奈緒子は髪を片方の耳にかけ、ゆっくりと腰を屈める。心臓があり得ないほど脈打つ。
「亀飼ってるし、手先は器用だからたぶん、大丈夫だと思いますけど…痛かったら言ってください」
……亀?!何言ってるんだこいつは。実はこいつもかなり動揺してるんじゃないか?!
俺は軽い混乱状態にあった。それでも何とか奈緒子を抑止しようと手を伸ばす。
「山田!!俺は…本当に…」「嬉しかったから!!」
奈緒子が俺の言葉を遮った。その大きな声に正常な意識が少し呼び戻される。
奈緒子は俺を見上げて、切なそうな笑顔を浮かべた。
「さっき上田さん言ってくれたこと、本当に嬉しかったから…。だから、上田さんにも喜んでもらいたいん
です」
奈緒子の口から飛び出した珍しく素直な言葉。
俺は、感動したのだろう。もう、奈緒子を止めようとは思わなかった。



奈緒子は優しく微笑んで、再び俺のペニスに顔を向ける。
そして、添えていた指でゆっくりと、竿の部分を擦り始めた。
優しく添えられた指先が、本当にそっとペニスを上下しているだけなのに、俺のペニスは激しく脈打つ。
急に蠢いたそれに、奈緒子はビクリと肩を揺らしたが、すぐに手の動きを再開させた。
だんだんと指に込められる力が強くなっているのを感じ取る。
上下に扱く速度も速まり、それに比例して俺の息も荒くなる。
「痛く、ないですか?」
奈緒子は不安げに俺の表情を伺う。
「あぁ…気持ち、いいよ」
俺の答えに安堵したのか、奈緒子はうっすらと微笑んだ。
シュッシュッと俺のペニスが扱かれる音が響き、その音を奈緒子が立てているのだと思うと、妙に興奮する。
「あの、上田さん」
「はぁ、はぁ…何だ?」
「えっと、何か先のほうから出て、きた、んですけど…」
躊躇いがちに奈緒子が尋ねる。我慢しきれず溢れた液体を疑問に思ったようだ。
俺は、怖ず怖ずと奈緒子に頼む。
「触ってみて、くれないか?」
「わ…かりました」



その親指が溢れた液体に触れ、クチュクチュと厭らしい音を立て、粘着質なそれが奈緒子の指に絡みつく
様が見てとれる。
奈緒子はそのまま亀頭を優しく撫でる。
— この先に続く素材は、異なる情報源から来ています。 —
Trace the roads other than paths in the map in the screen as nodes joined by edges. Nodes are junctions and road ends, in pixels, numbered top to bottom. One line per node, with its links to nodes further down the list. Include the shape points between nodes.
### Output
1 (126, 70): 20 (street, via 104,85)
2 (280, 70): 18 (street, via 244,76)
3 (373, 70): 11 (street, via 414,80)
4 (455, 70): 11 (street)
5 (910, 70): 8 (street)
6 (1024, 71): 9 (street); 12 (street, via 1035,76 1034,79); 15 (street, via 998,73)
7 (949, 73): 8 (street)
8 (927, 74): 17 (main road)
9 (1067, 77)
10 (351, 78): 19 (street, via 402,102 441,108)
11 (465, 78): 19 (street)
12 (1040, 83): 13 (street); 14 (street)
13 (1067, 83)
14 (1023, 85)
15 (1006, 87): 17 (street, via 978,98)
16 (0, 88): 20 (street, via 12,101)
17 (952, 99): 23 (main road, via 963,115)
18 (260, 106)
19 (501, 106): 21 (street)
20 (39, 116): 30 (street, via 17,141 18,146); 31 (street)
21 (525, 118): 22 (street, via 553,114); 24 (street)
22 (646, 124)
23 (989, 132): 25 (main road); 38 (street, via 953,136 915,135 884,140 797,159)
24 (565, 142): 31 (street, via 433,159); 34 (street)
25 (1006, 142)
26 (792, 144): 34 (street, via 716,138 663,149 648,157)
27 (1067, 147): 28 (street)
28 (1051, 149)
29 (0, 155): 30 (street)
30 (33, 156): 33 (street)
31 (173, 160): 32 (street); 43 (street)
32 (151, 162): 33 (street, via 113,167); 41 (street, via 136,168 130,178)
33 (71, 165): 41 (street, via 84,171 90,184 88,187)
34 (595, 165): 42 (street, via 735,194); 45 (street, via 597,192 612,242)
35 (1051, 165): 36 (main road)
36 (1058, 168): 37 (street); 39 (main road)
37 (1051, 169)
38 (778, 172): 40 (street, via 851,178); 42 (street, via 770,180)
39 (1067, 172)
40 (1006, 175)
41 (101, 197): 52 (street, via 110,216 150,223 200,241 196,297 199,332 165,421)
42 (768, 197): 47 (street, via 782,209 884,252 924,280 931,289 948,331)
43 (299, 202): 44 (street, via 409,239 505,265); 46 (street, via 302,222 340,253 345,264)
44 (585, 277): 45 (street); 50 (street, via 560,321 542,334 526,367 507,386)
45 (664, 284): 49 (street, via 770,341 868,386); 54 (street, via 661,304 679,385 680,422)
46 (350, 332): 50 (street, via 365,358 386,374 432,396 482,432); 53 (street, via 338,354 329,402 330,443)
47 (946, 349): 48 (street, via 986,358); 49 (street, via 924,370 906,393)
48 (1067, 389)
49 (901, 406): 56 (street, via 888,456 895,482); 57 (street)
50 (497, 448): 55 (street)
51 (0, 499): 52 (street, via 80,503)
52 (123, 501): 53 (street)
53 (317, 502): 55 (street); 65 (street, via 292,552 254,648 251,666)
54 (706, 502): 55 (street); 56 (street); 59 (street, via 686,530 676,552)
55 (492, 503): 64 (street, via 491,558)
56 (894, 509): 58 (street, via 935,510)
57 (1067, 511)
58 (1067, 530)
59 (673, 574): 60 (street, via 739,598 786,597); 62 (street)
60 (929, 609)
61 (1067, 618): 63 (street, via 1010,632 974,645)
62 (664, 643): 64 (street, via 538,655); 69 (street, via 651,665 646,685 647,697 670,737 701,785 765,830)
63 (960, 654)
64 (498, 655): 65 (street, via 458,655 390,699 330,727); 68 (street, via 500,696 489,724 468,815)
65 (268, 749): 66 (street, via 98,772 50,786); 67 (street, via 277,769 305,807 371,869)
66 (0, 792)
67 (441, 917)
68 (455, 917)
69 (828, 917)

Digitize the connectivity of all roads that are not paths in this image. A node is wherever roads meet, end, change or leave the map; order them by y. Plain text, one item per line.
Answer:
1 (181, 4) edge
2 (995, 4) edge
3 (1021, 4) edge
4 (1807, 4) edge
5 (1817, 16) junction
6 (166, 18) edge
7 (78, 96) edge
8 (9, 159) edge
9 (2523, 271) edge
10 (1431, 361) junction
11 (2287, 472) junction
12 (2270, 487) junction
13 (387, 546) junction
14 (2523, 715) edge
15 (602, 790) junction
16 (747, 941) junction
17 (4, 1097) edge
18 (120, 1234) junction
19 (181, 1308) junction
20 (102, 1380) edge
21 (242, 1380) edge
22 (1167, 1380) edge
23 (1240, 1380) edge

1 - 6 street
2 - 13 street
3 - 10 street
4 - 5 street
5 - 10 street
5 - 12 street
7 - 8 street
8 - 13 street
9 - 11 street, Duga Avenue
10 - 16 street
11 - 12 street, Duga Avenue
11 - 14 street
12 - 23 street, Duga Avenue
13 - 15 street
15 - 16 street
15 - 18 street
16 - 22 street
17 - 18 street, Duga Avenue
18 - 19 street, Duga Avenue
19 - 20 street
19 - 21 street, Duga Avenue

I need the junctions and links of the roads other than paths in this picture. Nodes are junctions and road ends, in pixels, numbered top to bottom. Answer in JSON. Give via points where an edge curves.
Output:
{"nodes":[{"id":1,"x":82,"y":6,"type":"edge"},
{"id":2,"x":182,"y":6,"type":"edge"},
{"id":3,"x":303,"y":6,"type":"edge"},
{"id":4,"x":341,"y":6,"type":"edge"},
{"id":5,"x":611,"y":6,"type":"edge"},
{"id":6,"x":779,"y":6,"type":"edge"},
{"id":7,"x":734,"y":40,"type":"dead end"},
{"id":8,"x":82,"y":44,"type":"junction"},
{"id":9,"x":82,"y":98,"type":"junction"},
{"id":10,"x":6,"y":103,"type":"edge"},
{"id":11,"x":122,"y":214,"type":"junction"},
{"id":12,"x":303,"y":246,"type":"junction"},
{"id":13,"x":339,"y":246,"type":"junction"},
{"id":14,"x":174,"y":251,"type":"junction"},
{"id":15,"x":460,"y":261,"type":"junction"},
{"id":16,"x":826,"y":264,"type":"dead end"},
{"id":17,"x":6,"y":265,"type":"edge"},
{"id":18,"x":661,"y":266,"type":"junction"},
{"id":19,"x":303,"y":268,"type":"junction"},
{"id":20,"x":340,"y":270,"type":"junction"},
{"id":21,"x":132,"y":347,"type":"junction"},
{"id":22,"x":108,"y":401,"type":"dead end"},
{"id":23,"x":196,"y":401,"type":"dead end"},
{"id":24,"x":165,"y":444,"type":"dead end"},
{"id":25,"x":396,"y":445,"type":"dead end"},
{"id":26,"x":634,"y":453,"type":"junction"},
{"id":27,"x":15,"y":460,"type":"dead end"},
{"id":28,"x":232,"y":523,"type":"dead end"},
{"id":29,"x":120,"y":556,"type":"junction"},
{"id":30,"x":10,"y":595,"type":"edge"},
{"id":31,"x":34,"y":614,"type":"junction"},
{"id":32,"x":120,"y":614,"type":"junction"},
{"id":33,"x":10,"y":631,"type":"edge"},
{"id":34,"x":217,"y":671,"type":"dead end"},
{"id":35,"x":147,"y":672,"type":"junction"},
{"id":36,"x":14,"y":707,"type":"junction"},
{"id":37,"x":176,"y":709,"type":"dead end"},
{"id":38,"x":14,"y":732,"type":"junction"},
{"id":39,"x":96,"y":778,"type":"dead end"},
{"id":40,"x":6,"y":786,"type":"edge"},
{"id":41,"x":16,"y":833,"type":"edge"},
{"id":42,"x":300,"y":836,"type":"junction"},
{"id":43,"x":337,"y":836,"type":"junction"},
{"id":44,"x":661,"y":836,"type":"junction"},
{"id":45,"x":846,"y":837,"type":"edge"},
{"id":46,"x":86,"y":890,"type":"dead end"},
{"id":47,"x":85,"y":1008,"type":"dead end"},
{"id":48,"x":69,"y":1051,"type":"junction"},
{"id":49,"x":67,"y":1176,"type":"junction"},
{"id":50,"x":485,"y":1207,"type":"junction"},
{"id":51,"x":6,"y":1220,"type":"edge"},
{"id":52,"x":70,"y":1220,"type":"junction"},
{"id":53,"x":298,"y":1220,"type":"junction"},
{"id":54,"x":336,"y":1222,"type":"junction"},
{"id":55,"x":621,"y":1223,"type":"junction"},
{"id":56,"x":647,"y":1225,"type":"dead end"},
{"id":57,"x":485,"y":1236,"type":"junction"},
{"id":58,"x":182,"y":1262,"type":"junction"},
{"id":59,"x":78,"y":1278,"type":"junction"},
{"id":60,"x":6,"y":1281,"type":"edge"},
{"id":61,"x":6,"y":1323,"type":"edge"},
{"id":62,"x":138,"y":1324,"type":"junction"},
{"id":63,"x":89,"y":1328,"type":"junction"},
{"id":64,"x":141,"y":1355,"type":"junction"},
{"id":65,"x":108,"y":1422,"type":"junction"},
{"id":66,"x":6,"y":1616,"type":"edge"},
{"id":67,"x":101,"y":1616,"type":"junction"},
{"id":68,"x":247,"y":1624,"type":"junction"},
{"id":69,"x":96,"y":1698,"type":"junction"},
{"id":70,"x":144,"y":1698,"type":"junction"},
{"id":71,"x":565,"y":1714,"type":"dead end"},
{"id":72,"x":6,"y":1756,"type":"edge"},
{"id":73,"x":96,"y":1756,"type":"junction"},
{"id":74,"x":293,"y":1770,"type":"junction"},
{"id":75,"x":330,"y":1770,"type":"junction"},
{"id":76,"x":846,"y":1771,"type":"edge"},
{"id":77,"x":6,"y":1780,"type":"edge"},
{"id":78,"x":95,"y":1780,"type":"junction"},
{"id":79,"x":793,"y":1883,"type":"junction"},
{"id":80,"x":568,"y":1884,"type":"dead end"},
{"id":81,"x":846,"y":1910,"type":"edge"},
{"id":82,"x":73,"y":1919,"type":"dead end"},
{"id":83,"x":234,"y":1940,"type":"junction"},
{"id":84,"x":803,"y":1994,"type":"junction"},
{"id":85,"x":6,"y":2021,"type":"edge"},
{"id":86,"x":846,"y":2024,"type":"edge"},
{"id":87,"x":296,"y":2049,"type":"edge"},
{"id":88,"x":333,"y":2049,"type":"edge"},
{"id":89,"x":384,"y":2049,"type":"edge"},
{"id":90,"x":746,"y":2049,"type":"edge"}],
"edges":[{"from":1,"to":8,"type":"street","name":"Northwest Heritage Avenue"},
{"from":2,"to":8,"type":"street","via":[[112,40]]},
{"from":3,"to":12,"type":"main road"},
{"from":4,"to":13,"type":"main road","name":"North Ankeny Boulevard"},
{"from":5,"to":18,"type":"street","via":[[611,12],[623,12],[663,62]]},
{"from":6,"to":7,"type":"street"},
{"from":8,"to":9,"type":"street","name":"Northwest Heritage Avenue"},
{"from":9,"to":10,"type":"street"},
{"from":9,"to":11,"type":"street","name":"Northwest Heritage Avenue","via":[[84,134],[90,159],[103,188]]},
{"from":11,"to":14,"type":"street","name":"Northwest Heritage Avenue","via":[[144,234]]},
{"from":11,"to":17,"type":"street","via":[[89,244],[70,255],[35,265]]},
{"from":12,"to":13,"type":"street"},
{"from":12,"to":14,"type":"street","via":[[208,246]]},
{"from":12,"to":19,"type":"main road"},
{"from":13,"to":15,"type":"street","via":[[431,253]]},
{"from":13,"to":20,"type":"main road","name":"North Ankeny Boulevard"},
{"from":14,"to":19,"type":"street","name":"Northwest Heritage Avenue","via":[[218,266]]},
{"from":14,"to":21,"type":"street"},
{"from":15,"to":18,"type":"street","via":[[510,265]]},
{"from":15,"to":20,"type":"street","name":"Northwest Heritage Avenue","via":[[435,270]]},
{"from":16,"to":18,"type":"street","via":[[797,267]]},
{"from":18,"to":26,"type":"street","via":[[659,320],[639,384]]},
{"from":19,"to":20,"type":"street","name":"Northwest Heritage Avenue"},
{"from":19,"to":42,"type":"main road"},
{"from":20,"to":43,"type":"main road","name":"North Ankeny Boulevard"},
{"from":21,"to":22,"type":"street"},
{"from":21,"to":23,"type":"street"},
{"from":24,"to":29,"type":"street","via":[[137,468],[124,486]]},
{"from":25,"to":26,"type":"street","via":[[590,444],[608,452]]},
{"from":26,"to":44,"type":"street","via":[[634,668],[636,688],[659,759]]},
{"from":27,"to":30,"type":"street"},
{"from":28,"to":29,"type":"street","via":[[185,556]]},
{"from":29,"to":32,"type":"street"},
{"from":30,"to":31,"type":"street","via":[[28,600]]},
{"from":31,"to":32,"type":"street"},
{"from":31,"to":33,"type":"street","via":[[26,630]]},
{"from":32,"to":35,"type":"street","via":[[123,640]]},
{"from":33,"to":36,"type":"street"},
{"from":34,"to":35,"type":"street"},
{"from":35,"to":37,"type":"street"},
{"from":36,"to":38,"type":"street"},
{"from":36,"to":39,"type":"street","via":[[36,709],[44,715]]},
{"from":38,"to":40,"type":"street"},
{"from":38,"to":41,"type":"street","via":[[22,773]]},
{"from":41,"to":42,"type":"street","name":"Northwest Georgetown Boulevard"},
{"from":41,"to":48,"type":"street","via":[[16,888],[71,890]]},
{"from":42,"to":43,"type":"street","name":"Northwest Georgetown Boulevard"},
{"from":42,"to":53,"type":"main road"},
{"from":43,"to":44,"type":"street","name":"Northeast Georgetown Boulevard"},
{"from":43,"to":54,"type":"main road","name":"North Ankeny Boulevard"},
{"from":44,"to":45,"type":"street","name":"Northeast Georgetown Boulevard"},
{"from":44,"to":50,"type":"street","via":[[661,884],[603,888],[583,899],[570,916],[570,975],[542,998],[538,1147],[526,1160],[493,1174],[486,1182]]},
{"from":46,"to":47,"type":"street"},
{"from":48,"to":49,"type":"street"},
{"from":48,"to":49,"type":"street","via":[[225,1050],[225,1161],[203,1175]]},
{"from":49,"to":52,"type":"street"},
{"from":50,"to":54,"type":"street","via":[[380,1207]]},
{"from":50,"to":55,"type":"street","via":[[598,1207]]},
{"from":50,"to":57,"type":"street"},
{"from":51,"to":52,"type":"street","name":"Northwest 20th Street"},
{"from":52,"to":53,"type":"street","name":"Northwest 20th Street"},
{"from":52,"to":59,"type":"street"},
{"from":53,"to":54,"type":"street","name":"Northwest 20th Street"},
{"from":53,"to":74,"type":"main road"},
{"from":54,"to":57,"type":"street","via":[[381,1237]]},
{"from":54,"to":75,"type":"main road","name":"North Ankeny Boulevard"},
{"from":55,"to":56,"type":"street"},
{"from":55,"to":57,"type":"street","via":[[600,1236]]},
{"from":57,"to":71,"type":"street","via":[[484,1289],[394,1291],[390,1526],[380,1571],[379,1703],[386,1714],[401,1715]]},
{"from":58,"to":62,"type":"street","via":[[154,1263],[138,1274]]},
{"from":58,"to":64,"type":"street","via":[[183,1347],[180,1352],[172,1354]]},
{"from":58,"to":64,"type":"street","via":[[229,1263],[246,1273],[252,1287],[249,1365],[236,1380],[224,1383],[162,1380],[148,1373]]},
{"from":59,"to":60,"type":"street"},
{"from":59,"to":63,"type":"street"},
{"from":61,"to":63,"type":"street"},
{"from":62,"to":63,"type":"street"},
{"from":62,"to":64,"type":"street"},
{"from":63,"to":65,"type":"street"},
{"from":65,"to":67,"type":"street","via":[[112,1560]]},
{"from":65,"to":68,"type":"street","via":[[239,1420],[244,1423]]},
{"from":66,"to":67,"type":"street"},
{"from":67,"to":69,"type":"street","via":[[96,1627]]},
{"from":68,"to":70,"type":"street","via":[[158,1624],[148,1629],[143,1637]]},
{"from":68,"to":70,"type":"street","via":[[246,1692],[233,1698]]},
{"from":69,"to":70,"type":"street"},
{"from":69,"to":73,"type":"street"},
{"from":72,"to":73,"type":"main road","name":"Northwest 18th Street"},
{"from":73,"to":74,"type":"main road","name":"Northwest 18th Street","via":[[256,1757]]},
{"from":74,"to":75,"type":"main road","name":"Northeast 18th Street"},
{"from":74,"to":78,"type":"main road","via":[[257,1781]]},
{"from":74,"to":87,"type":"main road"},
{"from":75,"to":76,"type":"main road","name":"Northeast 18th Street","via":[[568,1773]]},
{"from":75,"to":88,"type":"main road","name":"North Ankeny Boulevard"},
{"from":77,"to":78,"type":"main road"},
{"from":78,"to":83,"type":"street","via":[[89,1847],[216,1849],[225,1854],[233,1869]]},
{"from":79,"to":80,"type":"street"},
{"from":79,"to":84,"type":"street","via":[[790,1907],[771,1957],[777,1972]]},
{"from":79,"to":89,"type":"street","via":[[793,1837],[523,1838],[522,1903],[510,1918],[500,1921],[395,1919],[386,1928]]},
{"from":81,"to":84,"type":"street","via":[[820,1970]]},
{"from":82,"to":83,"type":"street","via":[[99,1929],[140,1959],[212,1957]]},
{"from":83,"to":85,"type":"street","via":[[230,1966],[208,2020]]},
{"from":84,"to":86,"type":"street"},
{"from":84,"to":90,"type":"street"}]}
時折指先に力を込め、グリグリと先端を刺激した。
ぎこちないが、本人の言うとおり、手先の器用さが役にたっているのかもしれない。
自分でするのより何倍も激しい快感が俺を襲った。

「上田さん、ネバネバしたのが一杯出てきました」
逐一報告する奈緒子に、羞恥心が刺激される。
「君が、上手だからだ」
奈緒子が嬉しそうに俺を見る。その後、ペニスに視線を戻した奈緒子のゴクリと唾を飲む音が聞こえた
気がした。

「あの、上田さん…今からあることをしますけど、その…驚かないで下さいね?」
「you、何を…?……な!?お、おい!……うっ!」
俺は奈緒子の行動に目を丸くした。
奈緒子はペニスの先端、俺の我慢汁が溢れている部分にそっと口づけていた。